American physician Dr. Kent Brantly, infected with the Ebola virus, recently returned to the United States for treatment. While he is improving, according to the director of the Centers of Disease control Dr. Tom Frieden, it is too soon to know whether he will survive this devastating infection. Nancy Writebol, a coworker of Dr. Brantly, also infected with Ebola, will be transported to the U.S. later this week. Should we be worried? Is this a real life version of the new TV series “The Strain“?
CDC boss Dr. Frieden reassures us that while Ebola is a big problem in Africa, “It’s not going to be a huge risk in the US.” Is that so? In July 1981, the same CDC, discussing a new disease originally named “gay-related immune deficiency,” now called AIDS told us, “There was no apparent danger to non-homosexuals from contagion.” Two years later is was clear that AIDS was much more than a “gay disease,” transmitted also through heterosexual sex, blood transfusions, and IV drug use. Granted, AIDS was a new disease at the time, while Ebola is not, but even the experts can make erroneous predictions.
The same CDC mishandled another deadly contagion anthrax as they “failed to inactivate the dangerous bacteria before transferring it to a lower lab” according to Dr. Frieden last month. In fact there were “5 incidents in which deadly pathogens were mishandled” by the CDC. Why couldn’t Ebola mishandling make a sixth incident?

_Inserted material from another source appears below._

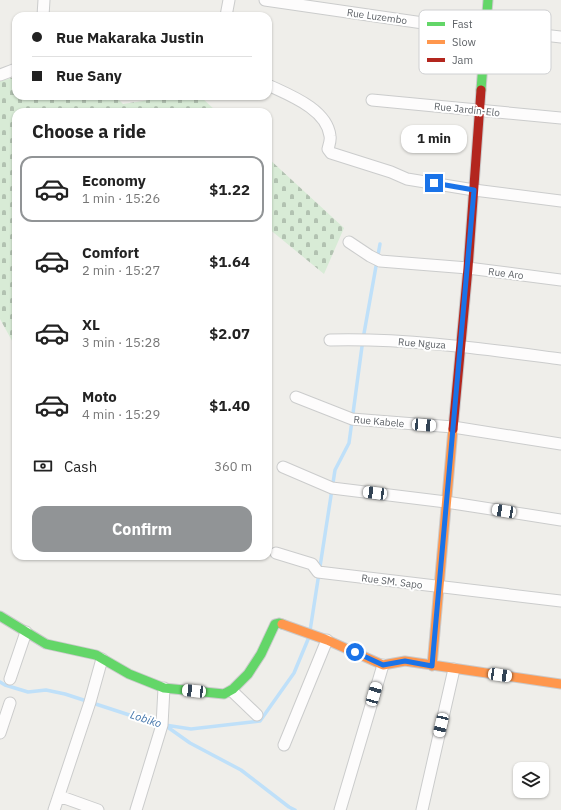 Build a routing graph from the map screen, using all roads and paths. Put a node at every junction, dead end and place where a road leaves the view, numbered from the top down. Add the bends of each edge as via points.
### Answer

Ebola is transmitted via, “direct contact with the blood or secretions of an infected individual” or through infected needles, according to the CDC. Much the same way AIDS is transmitted. Ebola symptoms typically manifest within a week or two of exposure. But sometimes symptoms can be delayed for up to three weeks, with early symptoms similar to the common cold or flu. How many travelers return home from abroad and soon develop a cold, from a virus caught in a busy airport or the close confines of a transoceanic flight?
Researchers at Tulane discovered that Ebola virus was found in saliva, stool, semen, breast milk, tears, and nasal blood. That doesn’t mean contact with these fluids will cause infection, but it might. OSHA implemented “Universal Precautions” in the workplace to prevent infection through contact with blood and bodily fluids. Infections such as HIV, hepatitis, staph and strep infections, gastroenteritis, pneumonia, tuberculosis, and herpes can be transmitted in this fashion, hence healthcare facility precautions of mask and gloves, even for a routine teeth cleaning.
Brantly and Writebol were caring for Ebola patients in Liberia. It is safe to assume that they were taking appropriate precautions, yet they caught the deadly virus. What about healthcare workers or first responders in the U.S., ones managing a sick patient who might or might not have mentioned their recent trip to Africa?
What about hospital workers at Emory? Who removes and cleans linens, utensils, bedpans, and handles the trash? What if just one person makes a mistake or doesn’t follow proper protocols?
A passenger recently arriving in London from Sierra Leone collapsed and died after getting off the plane, but not before vomiting and sweating. Ebola or simply a heart attack? Fortunately she tested negative for Ebola, but what if she didn’t? How many fellow passengers, flight crew, or emergency personnel could have been exposed and potentially infected? What if it was one of many flights originating in Sierra Leone ending up in New York City, with multiple stops along the way?
Perhaps I’m a chicken little for raising these issues. After all, our government assured us that all is well and that we are safe. Our government leaders also told us the attacks in Benghazi were due to a video and there was, “not even a smidgen of corruption” at the IRS. Last week the president signed an executive order allowing, “The apprehension, detention, or conditional release” of certain individuals with acute respiratory disease. Seems a bit extreme if we are safe from Ebola. Unless the administration is hoping to catch Rush Limbaugh or Sean Hannity sneezing or coughing on air.